Work required =
Across the listing that follows, work out how many lines carry the string "Lincoln". Provide that number and nothing else.

Data provided =
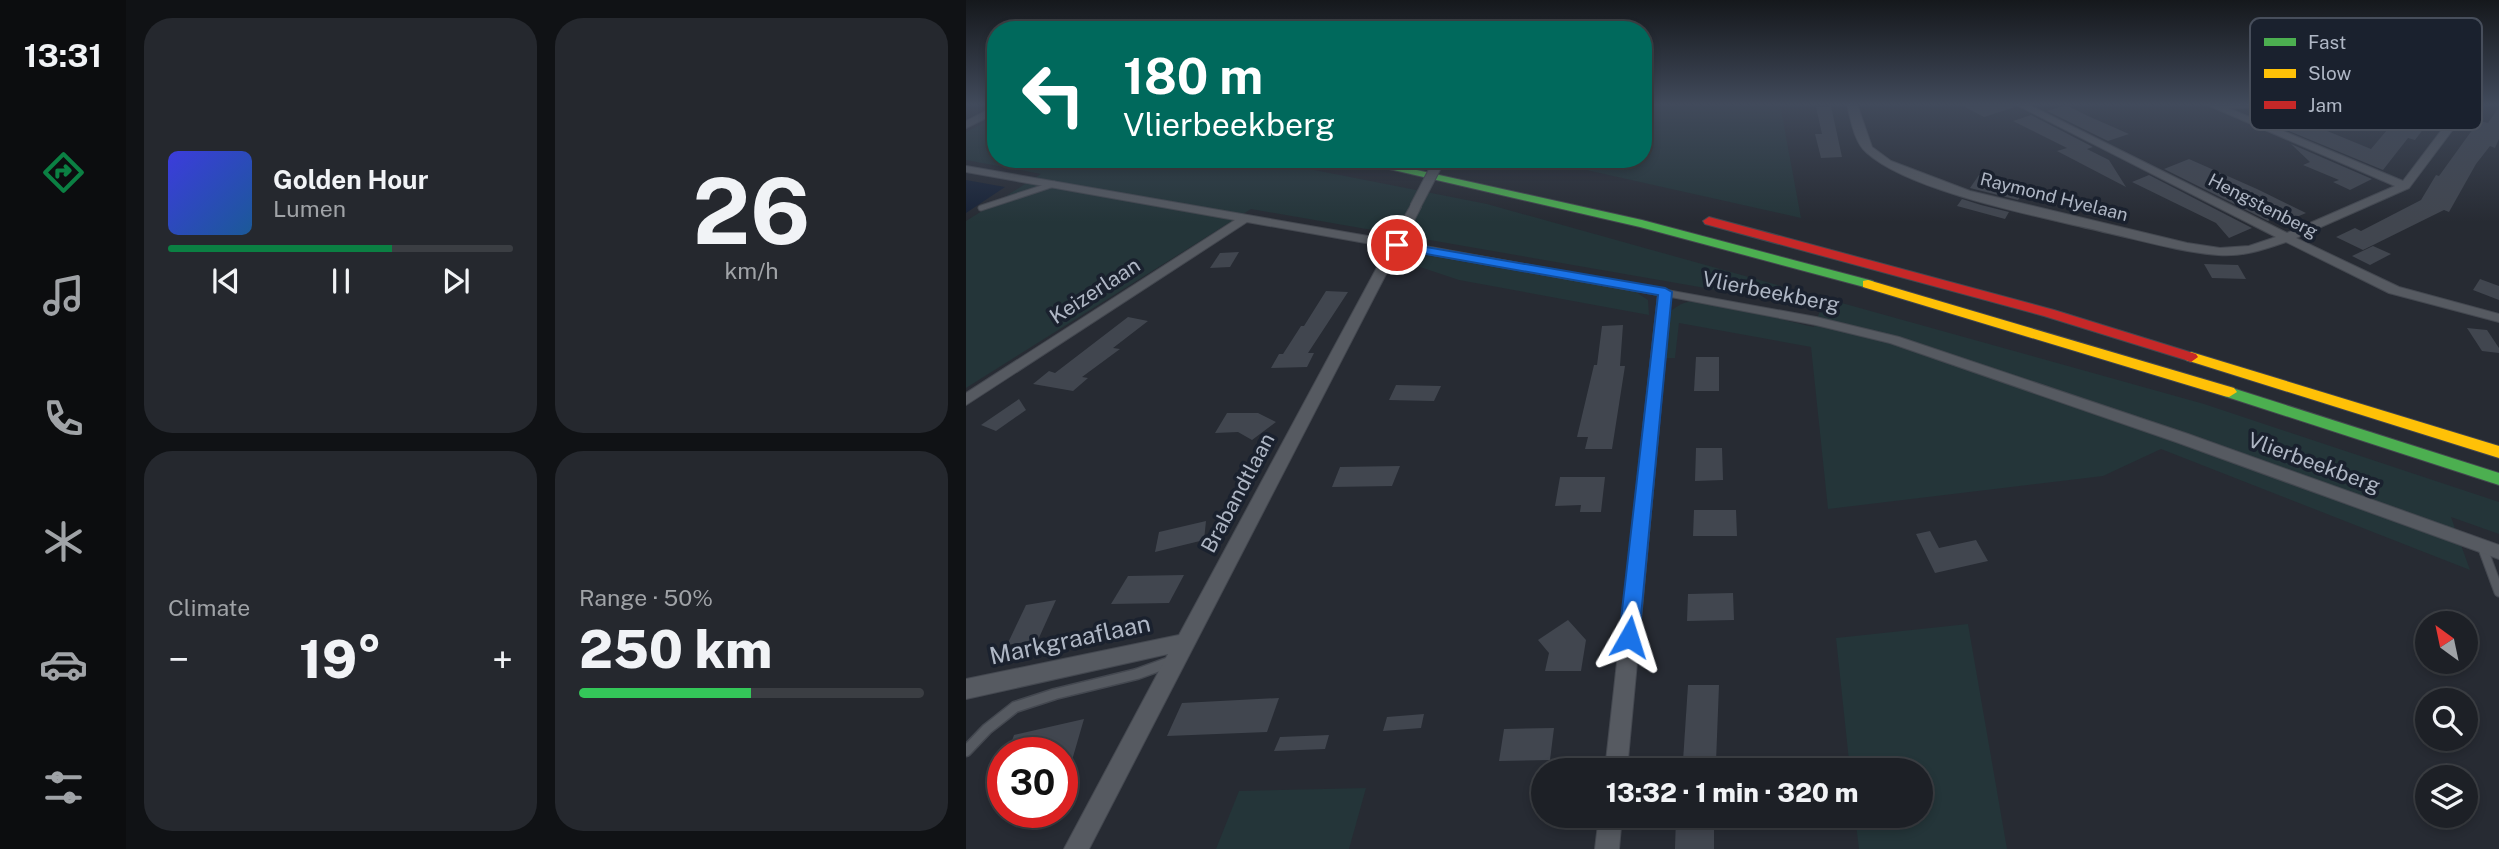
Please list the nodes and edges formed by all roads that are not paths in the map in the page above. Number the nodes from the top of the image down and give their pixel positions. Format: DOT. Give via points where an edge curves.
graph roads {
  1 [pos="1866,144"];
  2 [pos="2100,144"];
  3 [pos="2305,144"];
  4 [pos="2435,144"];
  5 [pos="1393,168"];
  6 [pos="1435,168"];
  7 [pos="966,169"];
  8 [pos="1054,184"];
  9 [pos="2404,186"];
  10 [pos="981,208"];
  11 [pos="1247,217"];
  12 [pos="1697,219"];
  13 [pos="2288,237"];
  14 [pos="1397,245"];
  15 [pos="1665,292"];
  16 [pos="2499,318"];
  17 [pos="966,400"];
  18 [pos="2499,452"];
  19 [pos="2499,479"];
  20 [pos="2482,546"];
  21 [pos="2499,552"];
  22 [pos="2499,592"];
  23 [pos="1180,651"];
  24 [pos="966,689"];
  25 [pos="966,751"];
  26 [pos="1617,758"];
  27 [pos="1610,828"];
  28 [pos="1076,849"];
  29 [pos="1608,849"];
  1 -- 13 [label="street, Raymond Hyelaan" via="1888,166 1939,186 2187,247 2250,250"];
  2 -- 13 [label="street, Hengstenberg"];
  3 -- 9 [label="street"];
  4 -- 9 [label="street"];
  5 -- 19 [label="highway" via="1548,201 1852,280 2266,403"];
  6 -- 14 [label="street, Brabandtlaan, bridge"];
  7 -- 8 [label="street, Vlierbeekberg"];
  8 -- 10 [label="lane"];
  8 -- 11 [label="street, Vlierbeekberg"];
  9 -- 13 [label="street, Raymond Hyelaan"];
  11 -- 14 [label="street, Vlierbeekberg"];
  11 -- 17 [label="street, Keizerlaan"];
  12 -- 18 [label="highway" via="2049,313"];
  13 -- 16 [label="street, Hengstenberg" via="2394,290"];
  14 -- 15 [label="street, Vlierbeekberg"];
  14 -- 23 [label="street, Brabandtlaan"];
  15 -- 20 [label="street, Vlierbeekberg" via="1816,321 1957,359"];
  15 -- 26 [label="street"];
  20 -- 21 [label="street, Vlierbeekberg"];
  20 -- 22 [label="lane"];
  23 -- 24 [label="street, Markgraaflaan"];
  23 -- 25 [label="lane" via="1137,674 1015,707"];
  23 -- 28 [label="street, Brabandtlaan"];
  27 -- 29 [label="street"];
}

--

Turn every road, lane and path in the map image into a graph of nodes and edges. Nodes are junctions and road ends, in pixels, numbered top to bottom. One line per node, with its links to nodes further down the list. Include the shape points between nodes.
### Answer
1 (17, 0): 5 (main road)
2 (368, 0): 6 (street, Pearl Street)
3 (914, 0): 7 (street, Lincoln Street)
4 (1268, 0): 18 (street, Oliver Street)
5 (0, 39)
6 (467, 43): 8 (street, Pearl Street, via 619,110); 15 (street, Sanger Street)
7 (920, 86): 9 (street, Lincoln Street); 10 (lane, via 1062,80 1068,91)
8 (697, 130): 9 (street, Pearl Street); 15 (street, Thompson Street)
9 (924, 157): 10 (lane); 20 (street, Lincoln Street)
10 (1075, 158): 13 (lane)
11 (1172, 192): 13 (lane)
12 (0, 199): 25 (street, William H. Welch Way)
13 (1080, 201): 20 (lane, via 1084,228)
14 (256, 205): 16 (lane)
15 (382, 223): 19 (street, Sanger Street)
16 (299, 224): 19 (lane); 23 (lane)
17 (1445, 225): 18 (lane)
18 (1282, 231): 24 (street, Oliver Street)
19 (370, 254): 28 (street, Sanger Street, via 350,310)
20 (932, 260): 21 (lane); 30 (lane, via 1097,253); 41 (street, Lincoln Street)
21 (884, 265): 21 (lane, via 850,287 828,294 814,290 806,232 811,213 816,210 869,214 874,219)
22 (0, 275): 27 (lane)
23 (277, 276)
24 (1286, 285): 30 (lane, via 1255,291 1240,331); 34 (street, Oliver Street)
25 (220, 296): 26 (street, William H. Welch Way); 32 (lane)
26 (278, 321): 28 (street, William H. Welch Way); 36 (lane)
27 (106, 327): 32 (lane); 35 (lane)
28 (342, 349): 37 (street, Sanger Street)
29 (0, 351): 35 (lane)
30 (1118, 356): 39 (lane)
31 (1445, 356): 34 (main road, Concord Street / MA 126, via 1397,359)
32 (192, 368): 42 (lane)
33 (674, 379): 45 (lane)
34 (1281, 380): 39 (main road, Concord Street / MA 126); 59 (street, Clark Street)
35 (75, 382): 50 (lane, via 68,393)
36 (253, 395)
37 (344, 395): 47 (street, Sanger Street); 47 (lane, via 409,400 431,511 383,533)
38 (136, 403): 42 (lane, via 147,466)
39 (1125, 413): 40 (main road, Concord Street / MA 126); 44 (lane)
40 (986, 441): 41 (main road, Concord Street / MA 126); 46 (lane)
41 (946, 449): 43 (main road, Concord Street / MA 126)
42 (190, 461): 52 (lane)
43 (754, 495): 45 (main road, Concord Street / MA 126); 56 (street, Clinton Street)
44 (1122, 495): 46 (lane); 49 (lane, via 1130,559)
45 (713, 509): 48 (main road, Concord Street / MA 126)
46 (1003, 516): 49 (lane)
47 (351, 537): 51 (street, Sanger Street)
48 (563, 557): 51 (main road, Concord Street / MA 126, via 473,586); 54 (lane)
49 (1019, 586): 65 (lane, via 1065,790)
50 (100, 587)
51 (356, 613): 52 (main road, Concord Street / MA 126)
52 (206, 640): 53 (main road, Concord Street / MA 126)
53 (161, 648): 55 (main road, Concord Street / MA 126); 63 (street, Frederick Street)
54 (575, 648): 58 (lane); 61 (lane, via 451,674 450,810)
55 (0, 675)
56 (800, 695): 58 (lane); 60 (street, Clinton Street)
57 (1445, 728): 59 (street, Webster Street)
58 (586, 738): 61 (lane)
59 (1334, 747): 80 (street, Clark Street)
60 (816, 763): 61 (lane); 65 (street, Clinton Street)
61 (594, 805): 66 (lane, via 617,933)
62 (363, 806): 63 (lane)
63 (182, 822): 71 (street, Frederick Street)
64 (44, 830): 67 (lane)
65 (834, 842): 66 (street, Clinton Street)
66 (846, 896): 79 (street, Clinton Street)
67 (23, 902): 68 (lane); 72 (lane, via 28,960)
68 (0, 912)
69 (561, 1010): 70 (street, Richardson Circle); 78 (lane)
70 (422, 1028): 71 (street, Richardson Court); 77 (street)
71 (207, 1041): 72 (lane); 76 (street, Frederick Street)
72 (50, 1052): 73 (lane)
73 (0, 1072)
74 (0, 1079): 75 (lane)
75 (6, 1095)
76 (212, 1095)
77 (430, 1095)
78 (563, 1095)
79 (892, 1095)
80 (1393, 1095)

Answer to the exercise =
4